> TASK GOAL:
Exact copies of all the lines below are wanted, without a single picture.

-- Opening Marker --

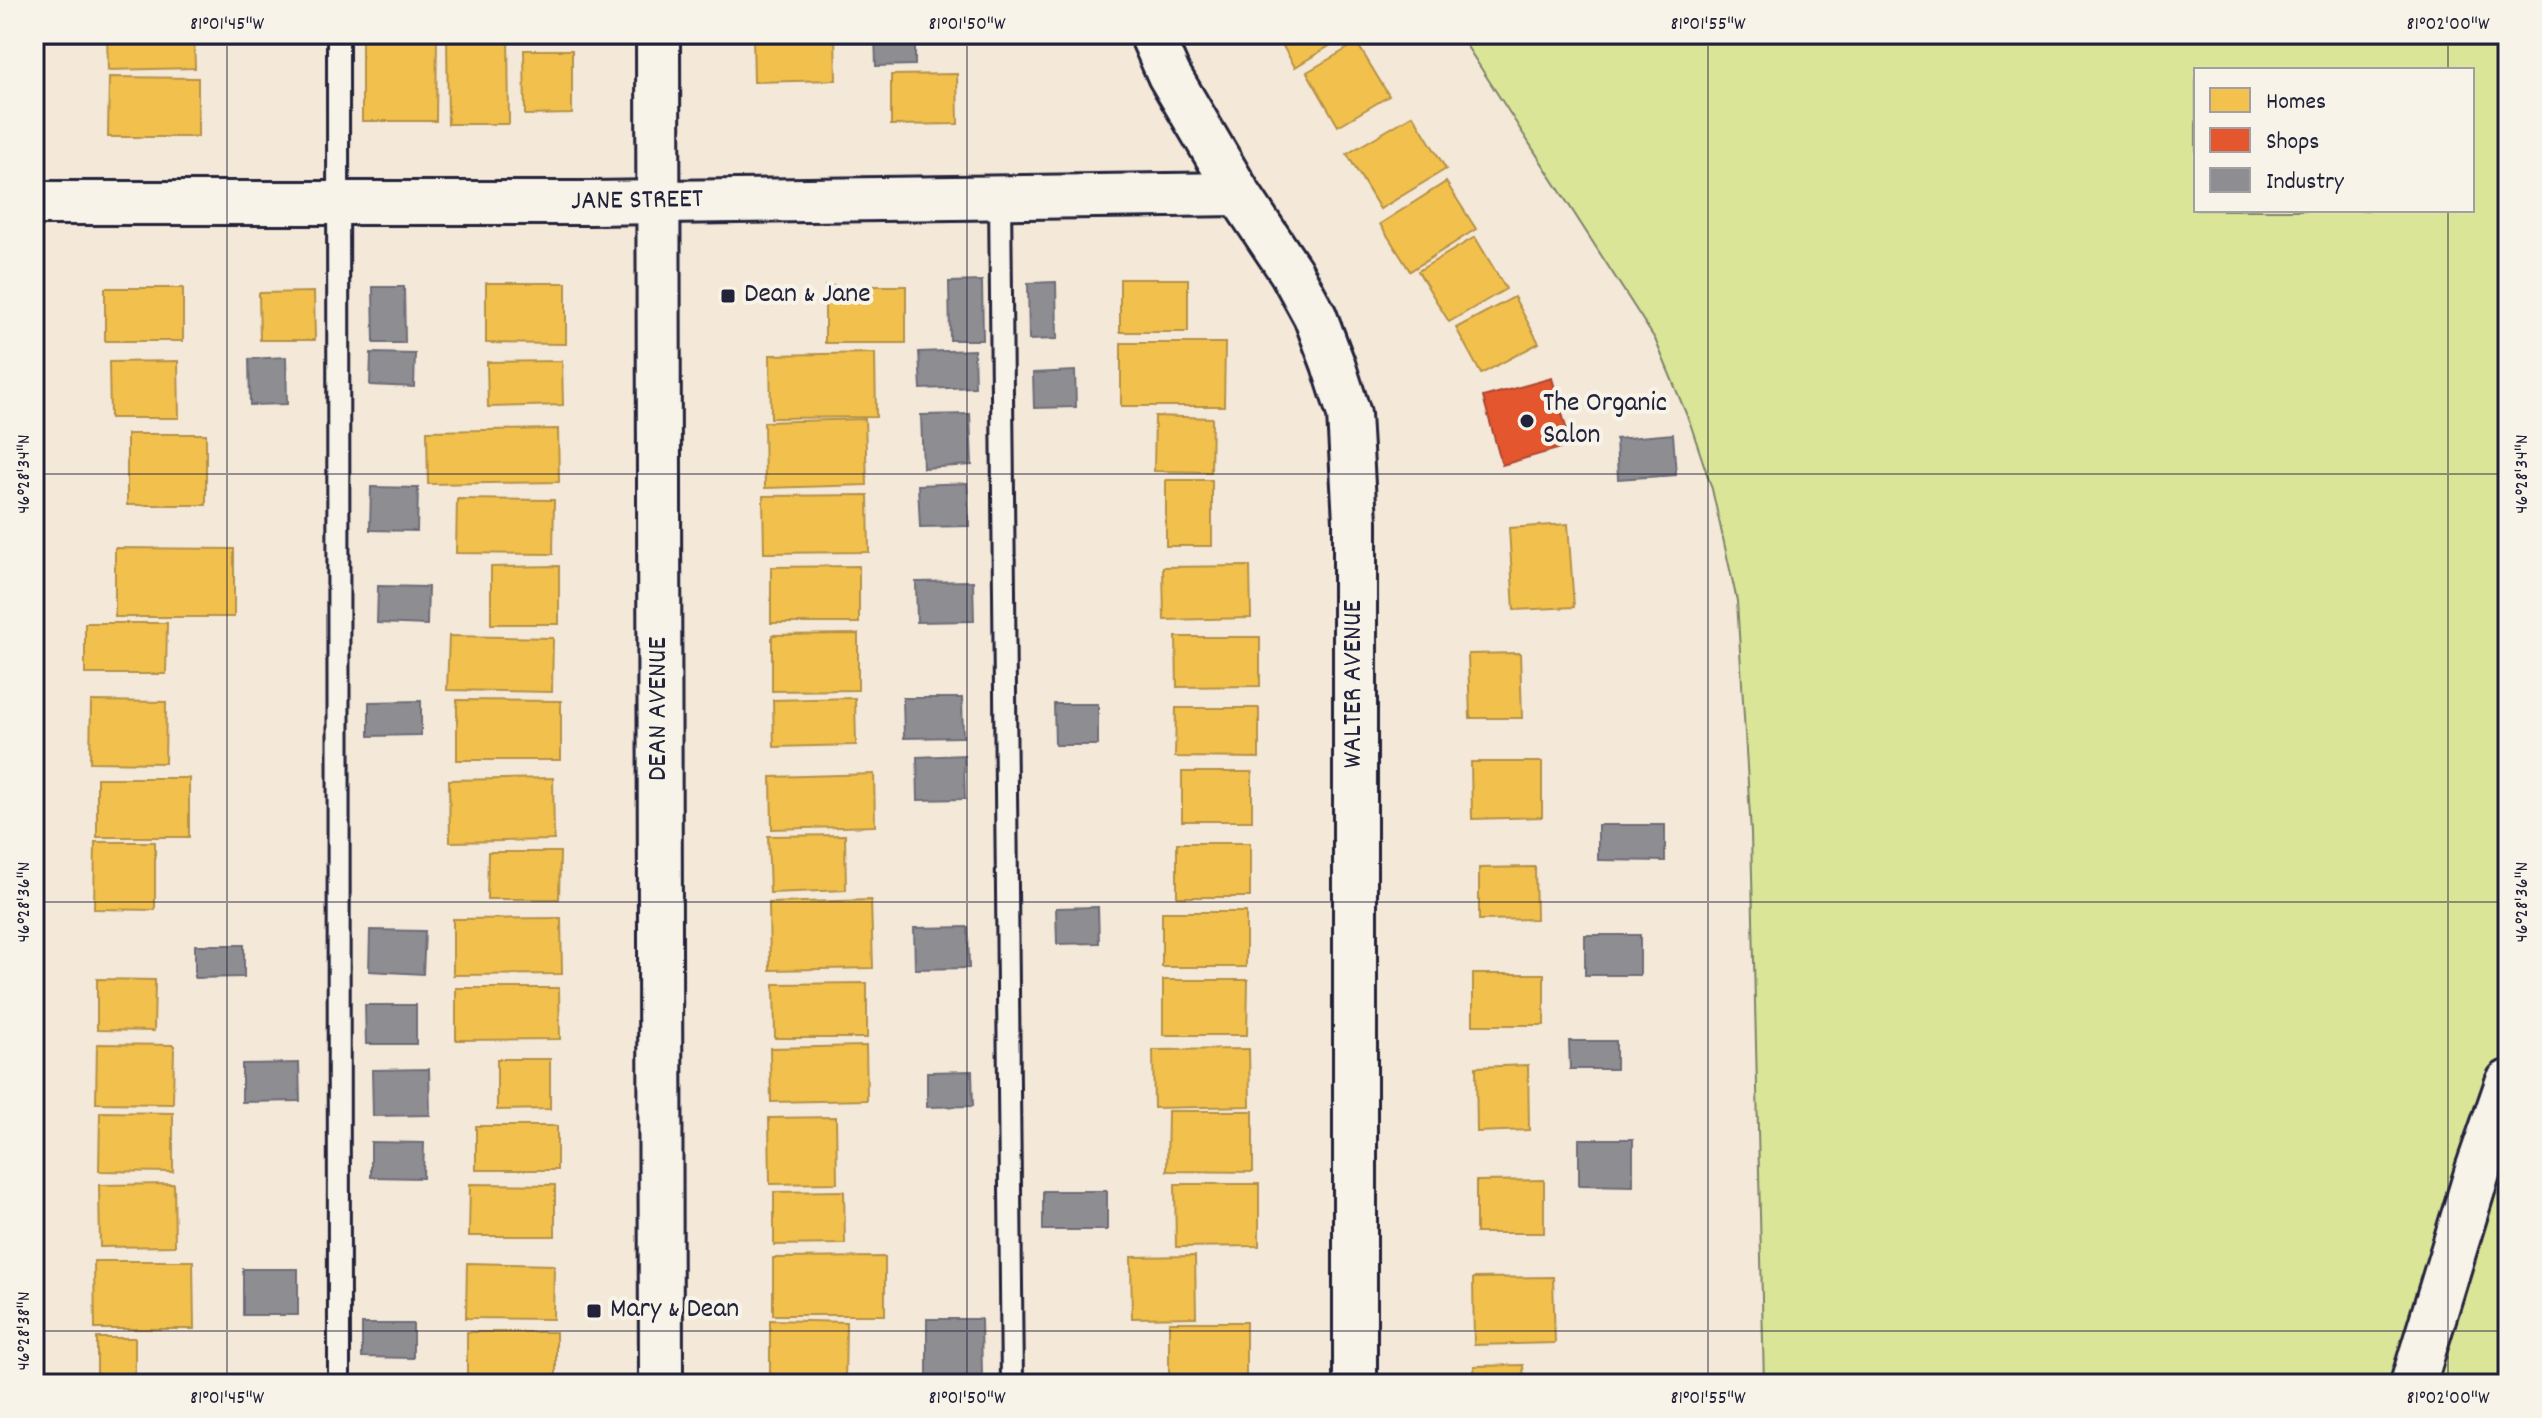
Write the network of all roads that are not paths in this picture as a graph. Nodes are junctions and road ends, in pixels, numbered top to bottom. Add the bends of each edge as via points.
1 (338, 34) edge
2 (658, 34) edge
3 (1151, 34) edge
4 (1239, 194) junction
5 (1000, 197) junction
6 (659, 202) junction
7 (34, 203) edge
8 (339, 203) junction
9 (2508, 1083) edge
10 (339, 1384) edge
11 (661, 1384) edge
12 (1012, 1384) edge
13 (1355, 1384) edge
14 (2413, 1384) edge

1 - 8 lane
2 - 6 street, DEAN AVENUE
3 - 4 street, WALTER AVENUE
4 - 5 street, JANE STREET
4 - 13 street, WALTER AVENUE via 1315,316 1349,414 1355,521
5 - 6 street, JANE STREET
5 - 12 lane
6 - 8 street, JANE STREET
6 - 11 street, DEAN AVENUE
7 - 8 street, JANE STREET
8 - 10 lane
9 - 14 main road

-- Closing Marker --

> RESULT FOR THIS TASK:
Write the network of all roads that are not paths in this picture as a graph. Nodes are junctions and road ends, in pixels, numbered top to bottom. Add the bends of each edge as via points.
1 (338, 34) edge
2 (658, 34) edge
3 (1151, 34) edge
4 (1239, 194) junction
5 (1000, 197) junction
6 (659, 202) junction
7 (34, 203) edge
8 (339, 203) junction
9 (2508, 1083) edge
10 (339, 1384) edge
11 (661, 1384) edge
12 (1012, 1384) edge
13 (1355, 1384) edge
14 (2413, 1384) edge

1 - 8 lane
2 - 6 street, DEAN AVENUE
3 - 4 street, WALTER AVENUE
4 - 5 street, JANE STREET
4 - 13 street, WALTER AVENUE via 1315,316 1349,414 1355,521
5 - 6 street, JANE STREET
5 - 12 lane
6 - 8 street, JANE STREET
6 - 11 street, DEAN AVENUE
7 - 8 street, JANE STREET
8 - 10 lane
9 - 14 main road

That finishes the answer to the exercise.